Problem :
New DAGs or changes to existing DAGs are not showing up on Airflow web server to use in the App.
For example. Suppose I add a new DAG in the DAG directory:
What does work:
- If I run
$ airflow dags list
then the dag does show up. - Similarly if I look in the database using
select dag_id from dag;
then the new dag is present. So it is being picked up and put in the database.
What doesn't work:
- The changes to the DAG do not show up in the web app
- If I look at the DAG source code in the database in the table
dag_code
, the source code is not being updated - If I restart or stop/start the webserver and or scheduler then the DAGs still do not show up in the webserver or change in the
dag_code
table.
Finally What does work:
- If I run
$ airflow db init
again then the changes are picked up and everything works fine...
So my system is stable and usable because I'm hacking the functionality of: $ airflow db init
. Since running this command does not affect the data in the database I can actually work like this and just run the command every time there is a change. But I'm concerned since this isn't working as it's meant to, that it might be masking a deeper issue.
Any help would be greatly appreciated. I've listed my system specs and airflow set up below.
System Specifications and Airflow Setup:
System Specifications
- OS: CentOS Linux 7 (Core)
- Python Virtual Environment: Python 3.6.7, Airflow 2.1.3, pip 21.3.1
- systemctl --version: systemd 219
- psql (PostgreSQL) 9.2.23
Airflow set up :
airflow.cfg
relevant parameters:
dags_folder = /home/svc-air-analytics/airflow/dags
base_log_folder = /home/svc-air-analytics/airflow/logs
...
# The executor class that airflow should use. Choices include
# SequentialExecutor, LocalExecutor, CeleryExecutor, DaskExecutor, KubernetesExecutor
executor = LocalExecutor
# The SqlAlchemy connection string to the metadata database.

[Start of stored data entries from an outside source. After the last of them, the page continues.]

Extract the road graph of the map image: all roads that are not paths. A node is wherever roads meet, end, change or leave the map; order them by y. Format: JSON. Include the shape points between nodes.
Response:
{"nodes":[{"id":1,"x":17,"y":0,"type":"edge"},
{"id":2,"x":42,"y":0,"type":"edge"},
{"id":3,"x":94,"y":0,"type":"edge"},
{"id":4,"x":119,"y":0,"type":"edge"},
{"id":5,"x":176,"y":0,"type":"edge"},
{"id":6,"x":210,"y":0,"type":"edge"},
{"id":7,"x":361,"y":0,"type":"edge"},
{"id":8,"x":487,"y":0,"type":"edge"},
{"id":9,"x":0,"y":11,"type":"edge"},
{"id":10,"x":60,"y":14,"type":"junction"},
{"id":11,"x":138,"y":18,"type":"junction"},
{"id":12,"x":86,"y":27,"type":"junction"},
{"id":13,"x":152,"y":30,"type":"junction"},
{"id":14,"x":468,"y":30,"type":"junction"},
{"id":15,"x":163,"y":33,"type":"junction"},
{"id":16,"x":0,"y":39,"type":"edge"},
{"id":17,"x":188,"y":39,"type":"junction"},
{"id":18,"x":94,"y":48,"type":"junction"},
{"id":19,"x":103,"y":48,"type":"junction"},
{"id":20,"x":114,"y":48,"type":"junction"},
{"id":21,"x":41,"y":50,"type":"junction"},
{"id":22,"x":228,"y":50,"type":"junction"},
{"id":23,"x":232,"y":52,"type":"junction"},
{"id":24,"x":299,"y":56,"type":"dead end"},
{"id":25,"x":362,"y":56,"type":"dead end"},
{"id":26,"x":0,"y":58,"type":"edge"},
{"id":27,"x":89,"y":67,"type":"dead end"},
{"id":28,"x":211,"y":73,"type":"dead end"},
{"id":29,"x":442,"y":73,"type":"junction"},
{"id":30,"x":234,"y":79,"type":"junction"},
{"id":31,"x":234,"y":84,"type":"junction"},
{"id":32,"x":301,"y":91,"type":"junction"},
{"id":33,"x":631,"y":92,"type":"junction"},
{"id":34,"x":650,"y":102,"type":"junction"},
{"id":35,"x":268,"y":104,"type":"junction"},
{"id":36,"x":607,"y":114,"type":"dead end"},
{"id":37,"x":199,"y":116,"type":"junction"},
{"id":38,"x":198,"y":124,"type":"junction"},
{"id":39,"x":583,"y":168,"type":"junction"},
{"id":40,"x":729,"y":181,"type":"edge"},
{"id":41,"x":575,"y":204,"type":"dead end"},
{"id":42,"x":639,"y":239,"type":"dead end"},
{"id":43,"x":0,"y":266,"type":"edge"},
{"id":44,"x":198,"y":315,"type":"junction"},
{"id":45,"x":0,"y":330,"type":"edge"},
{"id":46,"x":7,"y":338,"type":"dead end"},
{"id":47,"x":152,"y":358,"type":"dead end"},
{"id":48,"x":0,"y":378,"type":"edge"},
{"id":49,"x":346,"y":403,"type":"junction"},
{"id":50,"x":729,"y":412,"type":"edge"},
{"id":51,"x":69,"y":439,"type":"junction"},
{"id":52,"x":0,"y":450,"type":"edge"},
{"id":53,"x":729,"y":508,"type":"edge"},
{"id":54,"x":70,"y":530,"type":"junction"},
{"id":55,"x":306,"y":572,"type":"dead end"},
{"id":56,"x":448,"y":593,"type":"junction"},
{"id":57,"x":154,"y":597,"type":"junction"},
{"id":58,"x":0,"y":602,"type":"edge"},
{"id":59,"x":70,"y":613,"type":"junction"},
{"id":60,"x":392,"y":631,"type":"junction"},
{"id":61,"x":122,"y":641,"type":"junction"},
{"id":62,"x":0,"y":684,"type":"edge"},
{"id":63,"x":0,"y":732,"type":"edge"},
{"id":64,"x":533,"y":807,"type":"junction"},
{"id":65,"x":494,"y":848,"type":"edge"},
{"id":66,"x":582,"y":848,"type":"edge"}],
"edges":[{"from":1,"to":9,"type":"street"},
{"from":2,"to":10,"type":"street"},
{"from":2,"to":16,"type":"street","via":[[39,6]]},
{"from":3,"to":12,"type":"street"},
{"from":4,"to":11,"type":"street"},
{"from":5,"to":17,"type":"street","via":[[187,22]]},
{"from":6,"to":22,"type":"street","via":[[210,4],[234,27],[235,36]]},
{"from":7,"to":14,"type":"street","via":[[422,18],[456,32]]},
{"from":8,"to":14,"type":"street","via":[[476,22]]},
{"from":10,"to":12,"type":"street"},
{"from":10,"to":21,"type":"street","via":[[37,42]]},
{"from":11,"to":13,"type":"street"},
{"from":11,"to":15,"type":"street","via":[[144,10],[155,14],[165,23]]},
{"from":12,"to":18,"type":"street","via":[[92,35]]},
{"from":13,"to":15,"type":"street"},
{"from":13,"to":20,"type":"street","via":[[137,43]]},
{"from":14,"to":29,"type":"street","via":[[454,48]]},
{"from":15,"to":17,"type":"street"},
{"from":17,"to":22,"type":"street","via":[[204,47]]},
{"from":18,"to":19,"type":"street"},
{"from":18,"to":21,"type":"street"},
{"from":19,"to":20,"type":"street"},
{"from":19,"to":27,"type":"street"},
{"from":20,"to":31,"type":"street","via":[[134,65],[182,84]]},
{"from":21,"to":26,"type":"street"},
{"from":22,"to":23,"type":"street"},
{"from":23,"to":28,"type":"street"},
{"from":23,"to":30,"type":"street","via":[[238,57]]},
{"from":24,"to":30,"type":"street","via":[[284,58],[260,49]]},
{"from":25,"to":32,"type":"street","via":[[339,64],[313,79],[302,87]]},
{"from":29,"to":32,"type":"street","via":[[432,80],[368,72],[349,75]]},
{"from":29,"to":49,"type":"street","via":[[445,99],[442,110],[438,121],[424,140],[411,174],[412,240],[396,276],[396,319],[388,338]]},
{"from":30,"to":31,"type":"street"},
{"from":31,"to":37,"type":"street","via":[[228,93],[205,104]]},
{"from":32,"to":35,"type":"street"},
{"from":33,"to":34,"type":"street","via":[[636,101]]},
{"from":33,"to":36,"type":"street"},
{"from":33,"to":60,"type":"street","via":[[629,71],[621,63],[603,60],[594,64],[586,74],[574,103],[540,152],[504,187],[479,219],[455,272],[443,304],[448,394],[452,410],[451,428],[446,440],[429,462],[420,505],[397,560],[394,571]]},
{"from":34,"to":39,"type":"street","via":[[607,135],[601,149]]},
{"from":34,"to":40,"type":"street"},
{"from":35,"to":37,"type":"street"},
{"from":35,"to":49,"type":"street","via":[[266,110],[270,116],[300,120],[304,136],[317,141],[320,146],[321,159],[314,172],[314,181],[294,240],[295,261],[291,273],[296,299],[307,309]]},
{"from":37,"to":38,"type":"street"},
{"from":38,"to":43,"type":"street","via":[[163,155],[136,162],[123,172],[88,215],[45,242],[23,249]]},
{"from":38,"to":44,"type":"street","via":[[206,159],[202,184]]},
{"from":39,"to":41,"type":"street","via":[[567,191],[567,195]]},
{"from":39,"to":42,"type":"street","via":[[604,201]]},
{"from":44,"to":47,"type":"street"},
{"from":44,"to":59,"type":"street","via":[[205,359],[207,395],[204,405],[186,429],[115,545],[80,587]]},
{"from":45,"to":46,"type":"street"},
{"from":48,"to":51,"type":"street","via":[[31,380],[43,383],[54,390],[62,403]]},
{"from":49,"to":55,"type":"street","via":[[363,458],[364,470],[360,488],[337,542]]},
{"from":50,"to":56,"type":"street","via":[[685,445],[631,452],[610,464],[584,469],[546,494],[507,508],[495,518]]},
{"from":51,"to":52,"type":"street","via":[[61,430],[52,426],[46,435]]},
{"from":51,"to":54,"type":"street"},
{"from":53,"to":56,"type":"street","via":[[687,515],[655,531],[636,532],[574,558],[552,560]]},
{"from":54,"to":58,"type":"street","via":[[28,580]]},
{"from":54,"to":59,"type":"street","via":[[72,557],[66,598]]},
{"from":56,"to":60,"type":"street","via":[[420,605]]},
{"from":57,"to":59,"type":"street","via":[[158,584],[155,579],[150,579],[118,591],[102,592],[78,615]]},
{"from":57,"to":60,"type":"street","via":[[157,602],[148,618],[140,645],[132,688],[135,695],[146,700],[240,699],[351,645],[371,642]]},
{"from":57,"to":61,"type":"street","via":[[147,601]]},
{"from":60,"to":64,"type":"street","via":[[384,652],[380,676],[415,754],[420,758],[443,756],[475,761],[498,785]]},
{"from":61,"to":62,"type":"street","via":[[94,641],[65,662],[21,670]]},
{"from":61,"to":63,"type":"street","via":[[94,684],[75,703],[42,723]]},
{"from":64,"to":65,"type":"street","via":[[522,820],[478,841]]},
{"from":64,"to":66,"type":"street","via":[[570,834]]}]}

# SqlAlchemy supports many different database engine, more information
# their website
sql_alchemy_conn = postgresql+psycopg2://svc-air-analytics:***@localhost:5432/svc_air_analytics
...
# after how much time (seconds) a new DAGs should be picked up from the filesystem
min_file_process_interval = 0
# How often (in seconds) to scan the DAGs directory for new files. Default to 5 minutes.
dag_dir_list_interval = 10
...
Core locations:
I'm running on an AWS EC2 instance using user: svc-air-analytics
. Key locations:
airflow.cfg
location:/home/svc-air-analytics/airflow/airflow.cfg
dags
location :/home/svc-air-analytics/airflow/dags/
- Python virtual environment location:
/home/env_svc_air_analytics
Systemctl setup (Running webserver and scheduler):
- Environment file:
/etc/sysconfig/airflow
:
AIRFLOW_CONFIG=/home/svc-air-analytics/airflow/airflow.cfg
AIRFLOW_HOME=/home/svc-air-analytics/airflow
export PATH=$PATH:/home/svc-air-analytics/env_svc_air_analytics/bin/
- scheduler:
/usr/lib/systemd/system/airflow-scheduler.service
:
[Unit]
Description=Airflow scheduler daemon
After=network.target postgresql.service
Wants=postgresql.service
[Service]
EnvironmentFile=/etc/sysconfig/airflow
User=svc-air-analytics
Group=airflow
Type=simple
ExecStart=/home/svc-air-analytics/env_svc_air_analytics/bin/airflow scheduler
Restart=always
RestartSec=5s
[Install]
WantedBy=multi-user.target
- Webserver:
[Unit]
Description=Airflow webserver daemon
After=network.target postgresql.service
Wants=postgresql.service
[Service]
Environment="PATH=/home/svc-air-analytics/env_svc_air_analytics/bin:/home/svc-air-analytics/airflow/"
User=svc-air-analytics
Group=airflow
Type=simple
ExecStart=/home/svc-air-analytics/env_svc_air_analytics/bin/python /home/svc-air-analytics/env_svc_air_analytics/bin/airflow webserver --pid /run/airflow/webserver.pid
Restart=on-failure
RestartSec=5s
PrivateTmp=true
[Install]
WantedBy=multi-user.target